### [Input]

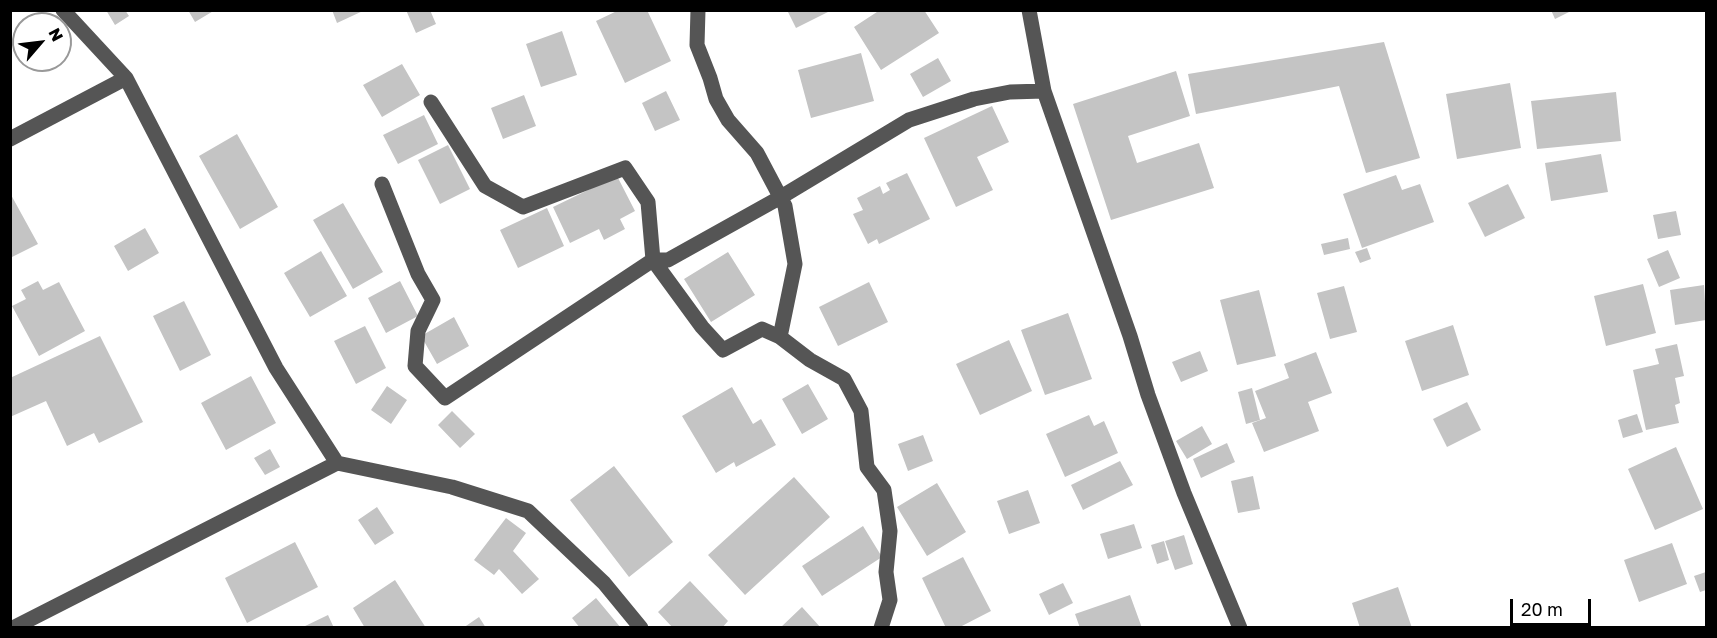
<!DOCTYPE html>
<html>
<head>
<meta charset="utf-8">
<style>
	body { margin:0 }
	#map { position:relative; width:1717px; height:638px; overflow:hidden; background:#fff; font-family:"Golos Text",sans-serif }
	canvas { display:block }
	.frame { position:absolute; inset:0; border:12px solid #000; pointer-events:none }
	.north { position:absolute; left:12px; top:12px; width:60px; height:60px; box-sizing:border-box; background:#fff; border:2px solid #999; border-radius:50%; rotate:62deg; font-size:16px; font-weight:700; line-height:24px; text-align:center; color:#000 }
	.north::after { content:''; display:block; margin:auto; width:21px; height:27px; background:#000; clip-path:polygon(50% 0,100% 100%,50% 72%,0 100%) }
	.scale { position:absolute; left:1510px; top:599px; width:81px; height:27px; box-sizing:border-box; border:3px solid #000; border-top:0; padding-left:8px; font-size:18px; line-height:21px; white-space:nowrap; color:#000; -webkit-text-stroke:4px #fff; paint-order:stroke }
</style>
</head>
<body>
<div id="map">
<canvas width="1717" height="638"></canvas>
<div class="frame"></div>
<div class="north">N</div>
<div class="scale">20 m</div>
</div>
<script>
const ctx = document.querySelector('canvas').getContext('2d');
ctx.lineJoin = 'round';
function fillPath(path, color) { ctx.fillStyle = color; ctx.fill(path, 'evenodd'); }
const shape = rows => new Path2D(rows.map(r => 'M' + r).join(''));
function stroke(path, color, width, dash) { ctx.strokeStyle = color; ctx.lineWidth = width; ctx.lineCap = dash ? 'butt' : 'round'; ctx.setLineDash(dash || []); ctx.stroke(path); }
const building = shape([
	[106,10,125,10,129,16,115,25],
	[188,10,215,10,195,22],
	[332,10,365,10,337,23],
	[406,10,430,10,436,24,416,33],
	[619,10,647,10,671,61,625,83,596,21],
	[787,10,832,10,796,28],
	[880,10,924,10,939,33,881,70,854,27],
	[1551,10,1573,10,1555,19],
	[562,31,577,75,541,87,526,44],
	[1384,42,1420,158,1366,173,1339,86,1196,114,1188,74],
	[861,53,874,101,811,118,798,70],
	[938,58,951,81,923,97,910,74],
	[402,64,420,95,382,117,363,85],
	[1176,71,1190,116,1128,136,1137,163,1199,143,1214,188,1111,220,1073,104],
	[1510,83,1521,148,1457,159,1446,94],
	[666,91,680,120,655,131,642,103],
	[1616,92,1621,141,1537,149,1531,101],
	[524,95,536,126,503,139,491,108],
	[992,106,1009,142,977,157,993,190,956,207,924,138],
	[424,115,438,144,398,164,383,135],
	[237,134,278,207,240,229,199,156],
	[448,145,470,189,440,204,418,160],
	[1601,154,1608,192,1551,201,1545,163],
	[907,173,930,219,879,244,877,239,868,244,853,214,863,210,857,198,880,186,883,194,890,190,886,183],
	[1396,175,1402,190,1420,184,1434,222,1362,248,1343,194],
	[617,176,635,211,620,219,625,229,604,240,599,229,570,243,553,207],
	[1508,184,1525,218,1485,237,1468,203],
	[10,193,38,244,10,258],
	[343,203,383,272,353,289,313,220],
	[547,208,564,246,518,268,500,230],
	[1676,211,1681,235,1658,239,1653,215],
	[145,228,159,253,128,271,114,246],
	[1348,238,1350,249,1324,255,1321,244],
	[1367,248,1371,259,1360,263,1355,252],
	[1668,250,1680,278,1659,287,1647,259],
	[321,251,347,296,310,317,284,273],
	[728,252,755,295,711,322,684,279],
	[38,281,43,290,59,282,85,331,39,356,12,306,26,299,21,290],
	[400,281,418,316,386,333,368,298],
	[869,282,888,322,838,346,819,307],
	[1643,284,1656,333,1606,346,1594,296],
	[1704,285,1706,320,1675,325,1670,290],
	[1344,286,1357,332,1330,339,1317,293],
	[1259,290,1276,356,1237,365,1220,300],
	[184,301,211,355,180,371,153,316],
	[1068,313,1092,379,1045,395,1021,330],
	[454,317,469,346,437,364,421,336],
	[1453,325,1469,375,1422,391,1405,341],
	[365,326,386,368,356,384,334,341],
	[100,336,143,422,99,443,94,433,67,446,46,401,10,417,10,378],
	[1009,340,1032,391,980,415,956,364],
	[1677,344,1684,376,1675,378,1680,403,1675,405,1679,423,1646,430,1633,370,1659,364,1655,349],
	[1200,351,1208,371,1181,382,1172,362],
	[1316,352,1332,393,1308,402,1319,431,1264,452,1252,423,1266,418,1255,391,1289,378,1284,364],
	[251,376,276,423,226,450,201,403],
	[808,384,828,419,802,434,782,399],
	[387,386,407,400,391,424,371,410],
	[732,387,753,424,761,419,776,445,736,467,734,462,716,473,682,416],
	[1252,388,1260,420,1246,424,1238,392],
	[1467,402,1481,430,1447,447,1433,419],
	[452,411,475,434,460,448,438,425],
	[1637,414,1643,432,1623,438,1618,420],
	[1089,415,1094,426,1104,421,1118,453,1065,477,1046,434],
	[1202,426,1212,444,1187,459,1176,441],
	[923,435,933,461,908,471,898,444],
	[1227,443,1235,462,1201,478,1193,459],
	[1676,447,1703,509,1655,530,1628,469],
	[270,449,280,467,265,475,254,458],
	[1120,461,1133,485,1083,510,1071,485],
	[614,466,673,542,629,577,570,500],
	[1253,476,1260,509,1238,513,1231,481],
	[794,477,830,517,745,595,708,555],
	[937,483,966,532,927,556,897,507],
	[1028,490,1040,523,1009,534,997,501],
	[377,507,394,533,375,545,358,520],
	[506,518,526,533,513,551,539,579,522,594,499,569,494,575,474,560],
	[1134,524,1142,548,1108,559,1100,534],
	[863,526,882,557,822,596,802,566],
	[1184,535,1193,564,1175,570,1165,541],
	[1164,541,1169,560,1157,564,1151,545],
	[295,542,318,587,247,623,225,578],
	[1672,543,1687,584,1639,602,1624,560],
	[963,557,991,611,958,628,946,628,922,578],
	[1706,572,1706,590,1700,592,1694,576],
	[395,580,426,628,365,628,353,608],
	[690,581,728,621,722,628,673,628,658,612],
	[1063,583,1073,603,1049,615,1039,594],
	[1398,587,1412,628,1360,628,1352,603],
	[1130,595,1142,628,1080,628,1075,614],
	[596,598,621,628,580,628,572,618],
	[802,607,821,628,780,628],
	[328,615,334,628,301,628],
	[479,617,486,628,463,628]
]);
const minor = shape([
	[63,10,126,78,276,368,337,463,452,487,528,511,604,583,641,628],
	[698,10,697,45,710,78,716,99,728,120,757,153,785,206,795,264,780,337],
	[1029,10,1044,91,1130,336,1148,395,1184,493,1240,628],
	[431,102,485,186,523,207,625,168,648,202,653,260,702,327,723,350,762,329,780,337,810,360,844,379,861,411,867,467,884,490,890,531,886,572,890,600,881,628],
	[10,139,126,78],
	[382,184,418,274,433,300,418,331,415,366,445,398,653,260,668,260,781,197,909,120,974,99,1010,92,1044,91],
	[13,628,337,463]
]);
fillPath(building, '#c4c4c4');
stroke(minor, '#555', 15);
</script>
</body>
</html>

### [What this task involves]
Search the records for lines holding the word "canvas", then copy each line you find.

### [Response for this exercise]
	canvas { display:block }
<canvas width="1717" height="638"></canvas>
const ctx = document.querySelector('canvas').getContext('2d');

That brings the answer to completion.